In this blog post we will explore what that really means and why 100% test coverage is a myth that makes your company just as slow and cumbersome as anyone performing manual testing!
Related Articles
- What Is DevOps Test Automation?
- What Is The DevOps Loop?
- Continuous Integration In Agile DevOps: A Comprehensive Guide
Perfections is the Enemy of Progress
I think we need to first frame the conversation here. We are not sending a rover to Mars or building a device that you put inside of someones body and could be the difference between life and death. Most of the time we are programming inconsequential widgets, gadgets, apps, websites, etc. that may or may not drive an economic purpose. None of these inconsequential spaces require such a high degree of precision where anybody should be looking for perfection.
When building out a fully testable delivery pipeline, the primary goal is far too often a focus getting code out to production as quickly as possible ignoring the ecosystem around that code. Issues then arise and those teams will start a process where they plug the holes in the dam with duct tape and bubble gum tests and short term fixes thinking that they can keep focus on their new initiatives if the existing production system can continue to limp along.

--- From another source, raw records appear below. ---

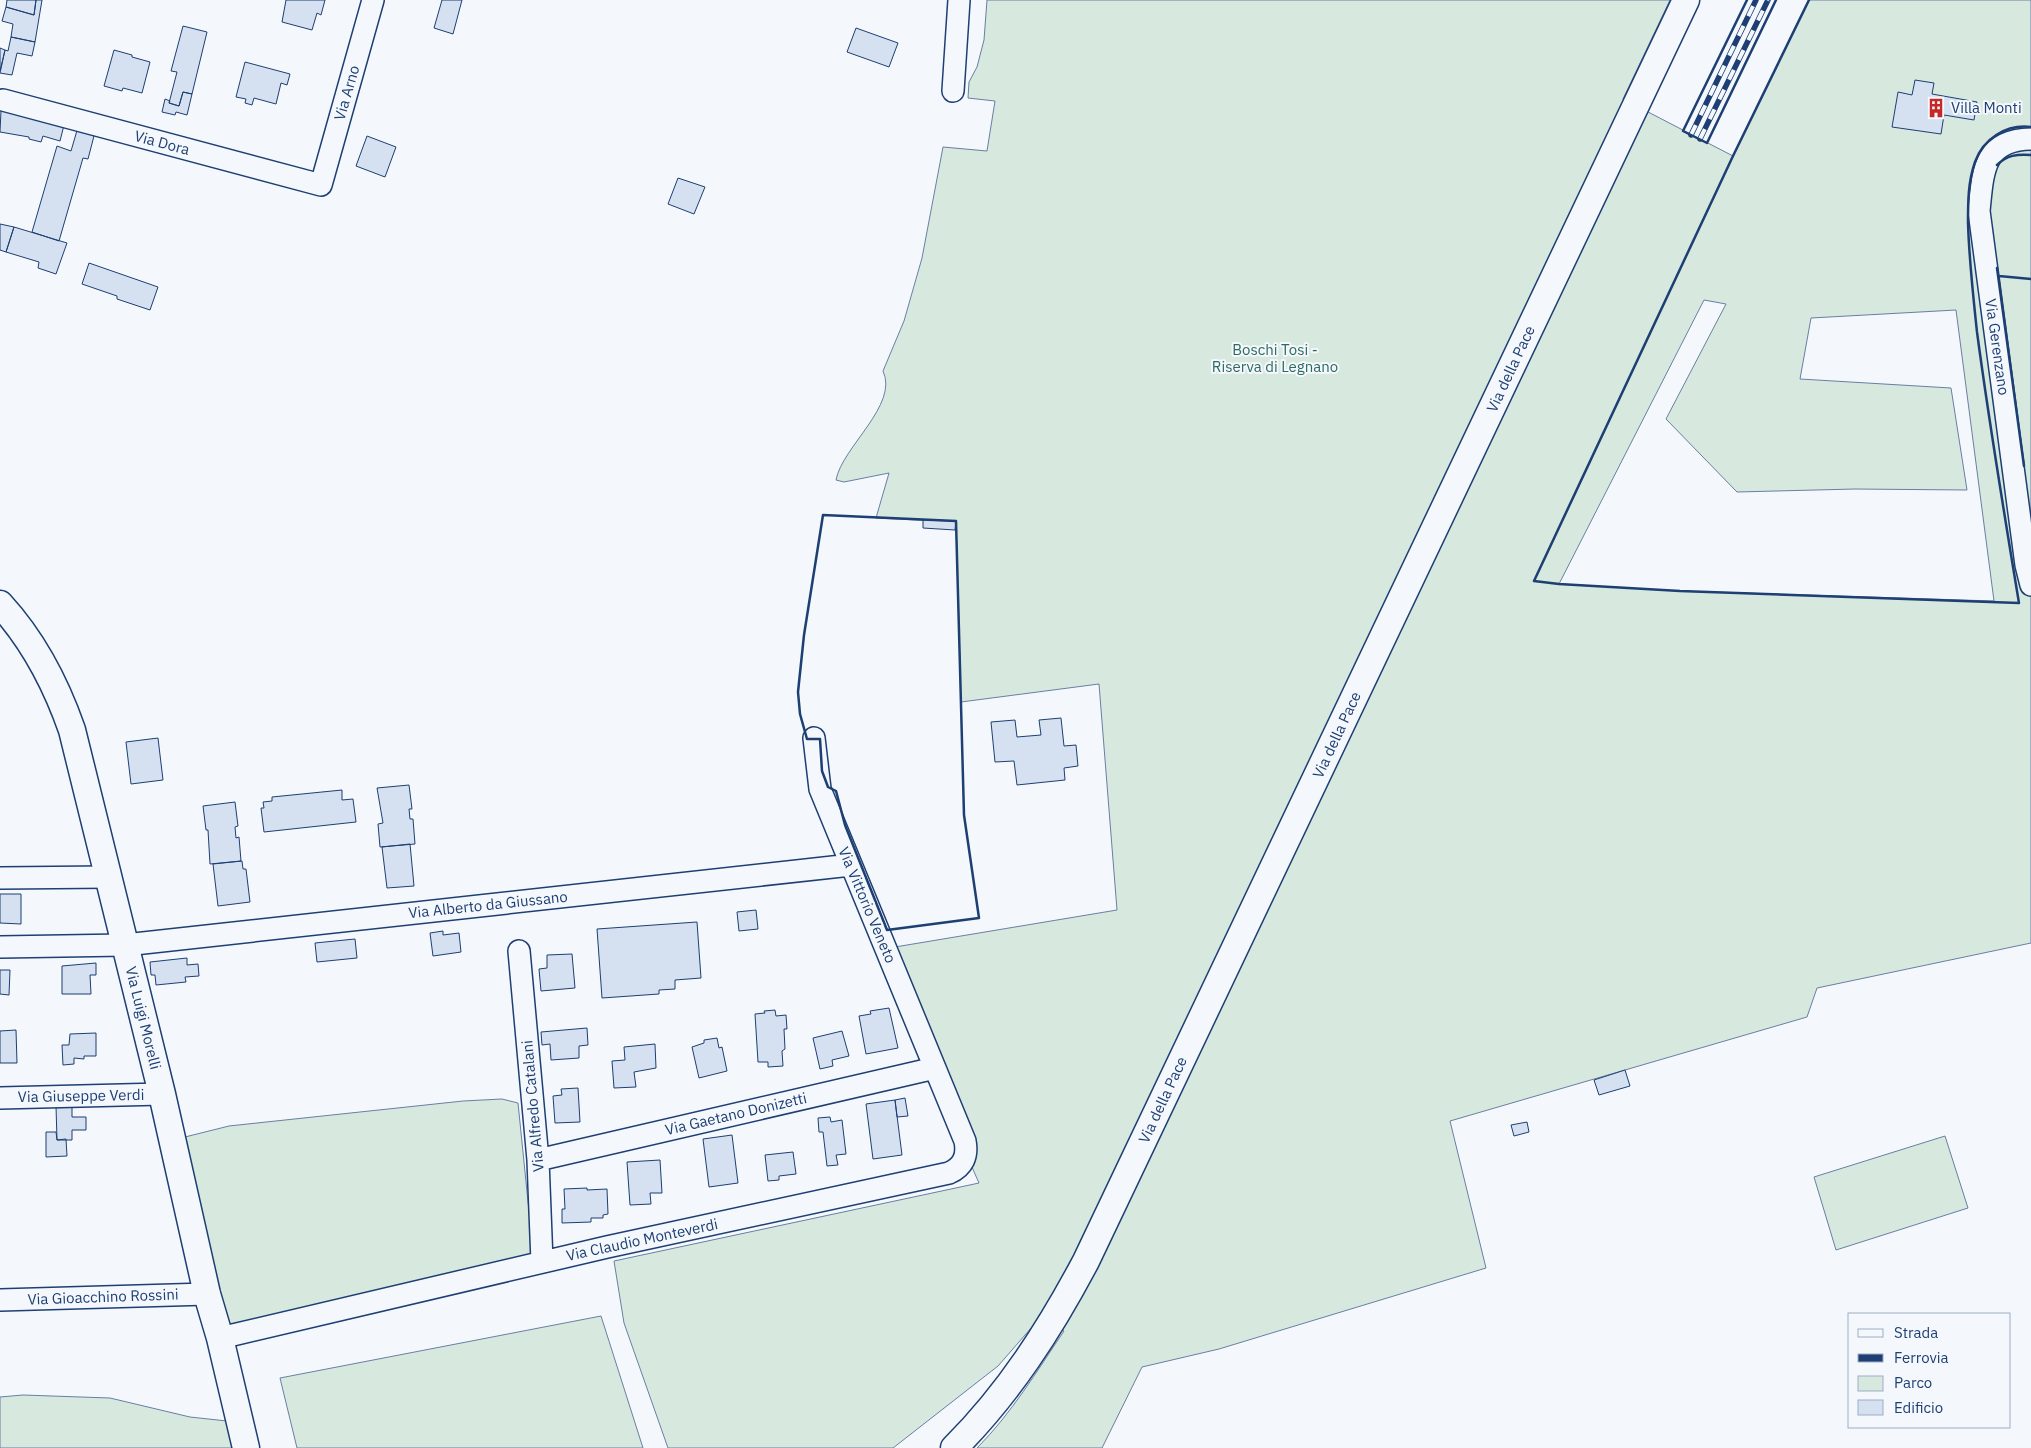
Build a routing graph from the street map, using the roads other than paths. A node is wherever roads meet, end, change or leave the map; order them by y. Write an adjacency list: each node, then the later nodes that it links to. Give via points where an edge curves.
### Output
1 (373, 0): 7 (street, Via Arno)
2 (959, 0): 4 (street)
3 (1686, 0): 26 (main road, Via della Pace, via 1086,1261 1041,1341 982,1419)
4 (953, 91)
5 (2, 100): 7 (street, Via Dora)
6 (2031, 139): 8 (street, Via Gerenzano, via 2007,142 1994,150 1986,164 1980,211)
7 (321, 185)
8 (2031, 586)
9 (0, 604): 12 (main road, Via Luigi Morelli, via 39,656 66,711)
10 (814, 738): 11 (street, Via Vittorio Veneto, via 820,789)
11 (851, 865): 14 (street, Via Alberto da Giussano); 17 (street, Via Vittorio Veneto)
12 (109, 877): 13 (street); 14 (main road, Via Luigi Morelli)
13 (0, 878)
14 (125, 945): 15 (street, Via Alberto da Giussano); 18 (main road, Via Luigi Morelli)
15 (0, 947)
16 (519, 951): 20 (street, Via Alfredo Catalani)
17 (935, 1068): 20 (street, Via Gaetano Donizetti); 21 (street, Via Claudio Monteverdi, via 966,1149 965,1157 956,1170)
18 (162, 1094): 19 (street, Via Giuseppe Verdi); 22 (main road, Via Luigi Morelli)
19 (0, 1098)
20 (538, 1160): 21 (street, Via Alfredo Catalani)
21 (542, 1262): 24 (street, Via Claudio Monteverdi)
22 (207, 1294): 23 (street, Via Gioacchino Rossini); 24 (main road, Via Luigi Morelli)
23 (0, 1300)
24 (220, 1338): 25 (main road, Via Luigi Morelli)
25 (246, 1448)
26 (954, 1448)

Alternatively, some organizations will look at testing and say we need 100% coverage of all the things everywhere. PRs are automagically rejected when code and all of the tests are not included. This is especially an issue on the front end when someone is making an unordered list, how do you test an unordered list? Sure you can write some asserts, but aren't you just wastefully writing a test that adds frustration and anger for the person who picks up the work next?
Both of these scenarios have one thing in common, an attempt at stability but how they get there are polar opposites.
The primary problem with testing is simply this, there is no real right way to accomplish acceptable testing. It doesn't exist and it probably never will.
This is what leads to the primary question of this article: "What Should I Continuously Test In DevOps?"
The right answer is obviously not "nothing" because that would be silly. The right answer is obviously not "everything" because that is impossible.
The right answer is somewhere in between, and we should talk about that.
The Right Level Of Testing
What Are the Goals of Testing
Automated testing has a few specific goals. Ignoring the massive business (economic) benefit to automated testing, there are some pretty clear developer ergonomics benefits to automated testing:
Efficiency Improvement: Automated tests can run much faster and more frequently than manual tests, allowing for more tests to be executed in a shorter time frame.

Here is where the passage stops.